With these thoughts in my mind I dozed off. In my dream, sorry nightmare, I was on my knees begging my fiancée not to walk out of our relationship just a day before our wedding. But she had made up her mind. She was going to marry her newfound love, Mr Smartphone. I was shocked. "But why?" was all I could squeak.
Jealous, I started mentally dismembering her new phone and even imagined bulldozing it into nano pieces and dumping them in the depths of Sukhna Lake. Bizarre as it may sound new phones being launched in the market even carry the tagline of being a "companion for life".

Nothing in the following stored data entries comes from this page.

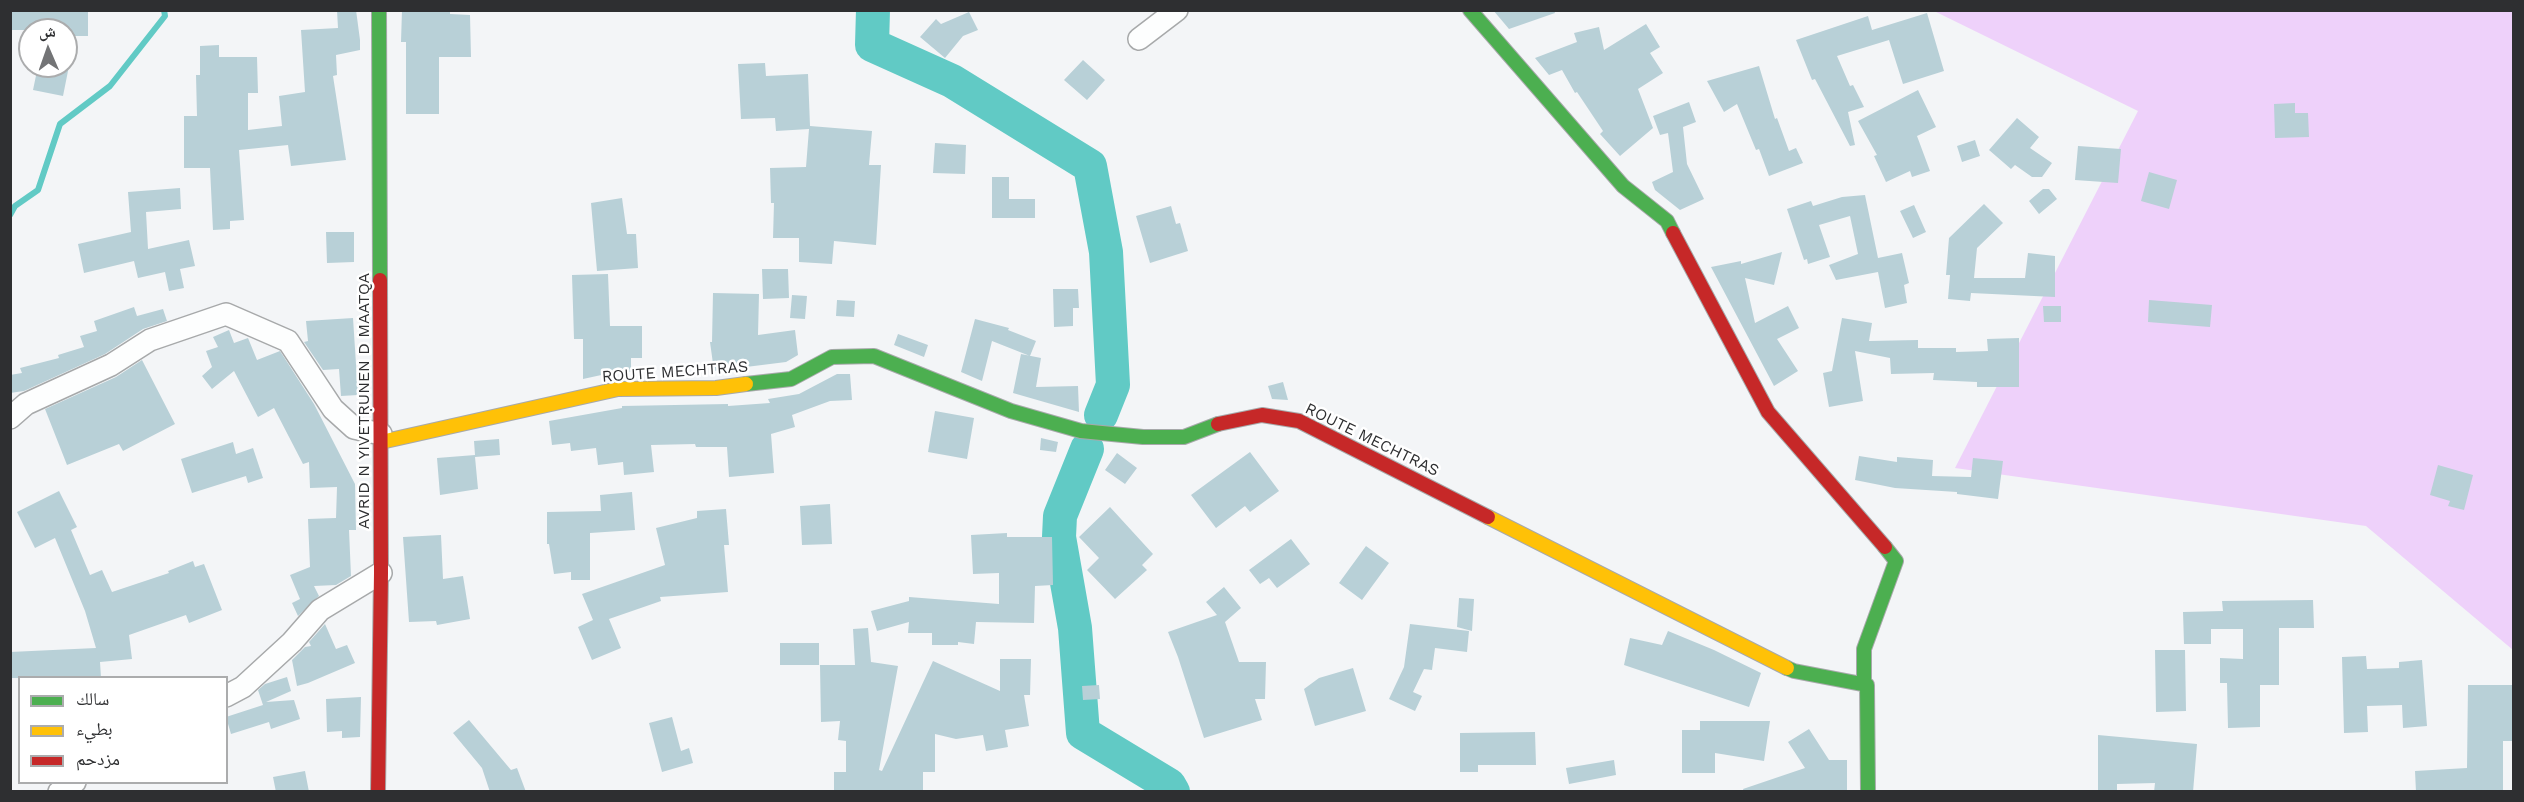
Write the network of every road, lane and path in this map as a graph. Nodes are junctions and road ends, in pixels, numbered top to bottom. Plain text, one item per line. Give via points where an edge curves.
1 (379, 10) edge
2 (1177, 10) edge
3 (1470, 10) edge
4 (1139, 39) dead end
5 (10, 418) edge
6 (381, 438) junction
7 (381, 573) junction
8 (1864, 684) junction
9 (228, 695) edge
10 (73, 784) edge
11 (59, 792) edge
12 (378, 792) edge
13 (1868, 792) edge

1 - 6 street, AVRID N YIVETṚUNEN D MAATQA
2 - 4 street
3 - 8 street via 1623,186 1667,220 1768,411 1896,561 1864,650
5 - 6 street via 26,404 111,365 150,340 226,314 288,341 333,409 354,428
6 - 7 street, AVRID N YIVETṚUNEN D MAATQA
6 - 8 street, ROUTE MECHTRAS via 618,389 716,388 791,379 832,357 874,356 1011,411 1081,431 1184,437 1215,425 1262,415 1299,421 1794,671
7 - 9 street via 320,610 251,680
7 - 12 street, AVRID N YIVETṚUNEN D MAATQA
8 - 13 street via 1868,685
10 - 11 street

My fiancée was calm and composed as if possessed by machines and bereft of emotions. She said, "My Mr Smartphone has got everything a girl desires. It's smart and has no commitment or relationship issues, which means I get to enjoy total freedom. It will always be under my thumb and obey my commands. It will fill my ears with music on long walks and journeys. It will keep me connected to relatives and friends 24x7 and it will make me laugh with its plethora of funny videos and countless jokes."
She added in the same tone, "If I marry you, what will I get? A grumpy, slouchy, beer-guzzling, couch potato who will invade my privacy and hinder my interaction with my beloved parents and friends. Surely, you will become old, bald and fat with age. I am not willing to jump into this relationship. At least I can change Mr Smartphone every two years with zero emotional atyachar."
I smirked in my dream, wiped off the beads of sweat on my forehead and prepared to join the argument. I said: "Your Mr Smartphone can't bring you flowers and chocolates to make your day special. It cannot give you a shoulder to lean on nor can it take you out on a long drive. Can it hold your hands when you need love and support? Will it be able to pamper you in the winter of your life? I come with lifetime commitment, which is the hardest thing to come by in this world. You'll miss me the most in the sunset years when all your virtual friends will desert you and you would be left alone in gizmo land. So think about it again? Mine is a limited period offer, dear. Take my hand and I promise you won't regret your decision."
She stood there transfixed. Suddenly, I was jolted out of my dream by the beep of my, you guessed it right, new adversary, Mr Smartphone!